__Dataset__
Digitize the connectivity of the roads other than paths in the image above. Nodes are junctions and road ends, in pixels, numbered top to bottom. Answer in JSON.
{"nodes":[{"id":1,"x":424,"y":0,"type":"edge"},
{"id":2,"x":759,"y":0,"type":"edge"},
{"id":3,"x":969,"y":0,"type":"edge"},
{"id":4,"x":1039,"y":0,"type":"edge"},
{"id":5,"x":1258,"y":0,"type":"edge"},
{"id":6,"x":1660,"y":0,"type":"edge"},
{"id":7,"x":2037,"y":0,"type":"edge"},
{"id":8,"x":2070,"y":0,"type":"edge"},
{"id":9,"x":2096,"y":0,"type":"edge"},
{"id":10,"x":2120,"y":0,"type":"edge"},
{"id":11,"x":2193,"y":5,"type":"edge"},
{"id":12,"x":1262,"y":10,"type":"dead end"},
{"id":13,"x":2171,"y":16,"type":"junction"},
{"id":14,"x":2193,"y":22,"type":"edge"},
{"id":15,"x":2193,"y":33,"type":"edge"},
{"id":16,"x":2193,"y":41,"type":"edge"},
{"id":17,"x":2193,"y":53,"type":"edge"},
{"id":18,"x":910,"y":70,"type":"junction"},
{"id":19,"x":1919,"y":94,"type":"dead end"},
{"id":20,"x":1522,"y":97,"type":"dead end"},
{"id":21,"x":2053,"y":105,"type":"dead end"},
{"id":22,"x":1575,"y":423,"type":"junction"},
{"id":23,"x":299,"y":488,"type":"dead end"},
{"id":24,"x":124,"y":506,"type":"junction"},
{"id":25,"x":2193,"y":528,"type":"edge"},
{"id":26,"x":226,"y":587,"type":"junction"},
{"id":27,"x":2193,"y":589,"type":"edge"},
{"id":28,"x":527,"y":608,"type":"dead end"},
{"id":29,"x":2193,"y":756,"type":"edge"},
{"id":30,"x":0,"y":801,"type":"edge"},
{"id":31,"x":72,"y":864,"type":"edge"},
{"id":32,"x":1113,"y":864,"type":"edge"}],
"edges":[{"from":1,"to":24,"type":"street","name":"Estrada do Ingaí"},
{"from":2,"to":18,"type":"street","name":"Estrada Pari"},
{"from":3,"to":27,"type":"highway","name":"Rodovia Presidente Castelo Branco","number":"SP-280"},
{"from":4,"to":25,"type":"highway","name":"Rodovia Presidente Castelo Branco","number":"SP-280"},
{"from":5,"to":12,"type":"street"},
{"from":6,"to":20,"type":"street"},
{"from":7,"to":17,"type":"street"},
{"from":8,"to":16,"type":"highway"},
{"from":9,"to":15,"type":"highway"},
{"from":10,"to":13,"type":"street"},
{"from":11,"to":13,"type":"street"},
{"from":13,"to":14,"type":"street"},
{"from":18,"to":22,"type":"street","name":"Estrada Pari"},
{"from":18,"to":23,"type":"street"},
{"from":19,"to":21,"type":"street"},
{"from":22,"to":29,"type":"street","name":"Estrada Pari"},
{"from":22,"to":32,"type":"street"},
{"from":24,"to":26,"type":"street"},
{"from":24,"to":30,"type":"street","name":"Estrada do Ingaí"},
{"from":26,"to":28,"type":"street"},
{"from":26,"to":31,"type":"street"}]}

__How to complete this task__
Give the complete material back, word for word.

__Expected answer__
Digitize the connectivity of the roads other than paths in the image above. Nodes are junctions and road ends, in pixels, numbered top to bottom. Answer in JSON.
{"nodes":[{"id":1,"x":424,"y":0,"type":"edge"},
{"id":2,"x":759,"y":0,"type":"edge"},
{"id":3,"x":969,"y":0,"type":"edge"},
{"id":4,"x":1039,"y":0,"type":"edge"},
{"id":5,"x":1258,"y":0,"type":"edge"},
{"id":6,"x":1660,"y":0,"type":"edge"},
{"id":7,"x":2037,"y":0,"type":"edge"},
{"id":8,"x":2070,"y":0,"type":"edge"},
{"id":9,"x":2096,"y":0,"type":"edge"},
{"id":10,"x":2120,"y":0,"type":"edge"},
{"id":11,"x":2193,"y":5,"type":"edge"},
{"id":12,"x":1262,"y":10,"type":"dead end"},
{"id":13,"x":2171,"y":16,"type":"junction"},
{"id":14,"x":2193,"y":22,"type":"edge"},
{"id":15,"x":2193,"y":33,"type":"edge"},
{"id":16,"x":2193,"y":41,"type":"edge"},
{"id":17,"x":2193,"y":53,"type":"edge"},
{"id":18,"x":910,"y":70,"type":"junction"},
{"id":19,"x":1919,"y":94,"type":"dead end"},
{"id":20,"x":1522,"y":97,"type":"dead end"},
{"id":21,"x":2053,"y":105,"type":"dead end"},
{"id":22,"x":1575,"y":423,"type":"junction"},
{"id":23,"x":299,"y":488,"type":"dead end"},
{"id":24,"x":124,"y":506,"type":"junction"},
{"id":25,"x":2193,"y":528,"type":"edge"},
{"id":26,"x":226,"y":587,"type":"junction"},
{"id":27,"x":2193,"y":589,"type":"edge"},
{"id":28,"x":527,"y":608,"type":"dead end"},
{"id":29,"x":2193,"y":756,"type":"edge"},
{"id":30,"x":0,"y":801,"type":"edge"},
{"id":31,"x":72,"y":864,"type":"edge"},
{"id":32,"x":1113,"y":864,"type":"edge"}],
"edges":[{"from":1,"to":24,"type":"street","name":"Estrada do Ingaí"},
{"from":2,"to":18,"type":"street","name":"Estrada Pari"},
{"from":3,"to":27,"type":"highway","name":"Rodovia Presidente Castelo Branco","number":"SP-280"},
{"from":4,"to":25,"type":"highway","name":"Rodovia Presidente Castelo Branco","number":"SP-280"},
{"from":5,"to":12,"type":"street"},
{"from":6,"to":20,"type":"street"},
{"from":7,"to":17,"type":"street"},
{"from":8,"to":16,"type":"highway"},
{"from":9,"to":15,"type":"highway"},
{"from":10,"to":13,"type":"street"},
{"from":11,"to":13,"type":"street"},
{"from":13,"to":14,"type":"street"},
{"from":18,"to":22,"type":"street","name":"Estrada Pari"},
{"from":18,"to":23,"type":"street"},
{"from":19,"to":21,"type":"street"},
{"from":22,"to":29,"type":"street","name":"Estrada Pari"},
{"from":22,"to":32,"type":"street"},
{"from":24,"to":26,"type":"street"},
{"from":24,"to":30,"type":"street","name":"Estrada do Ingaí"},
{"from":26,"to":28,"type":"street"},
{"from":26,"to":31,"type":"street"}]}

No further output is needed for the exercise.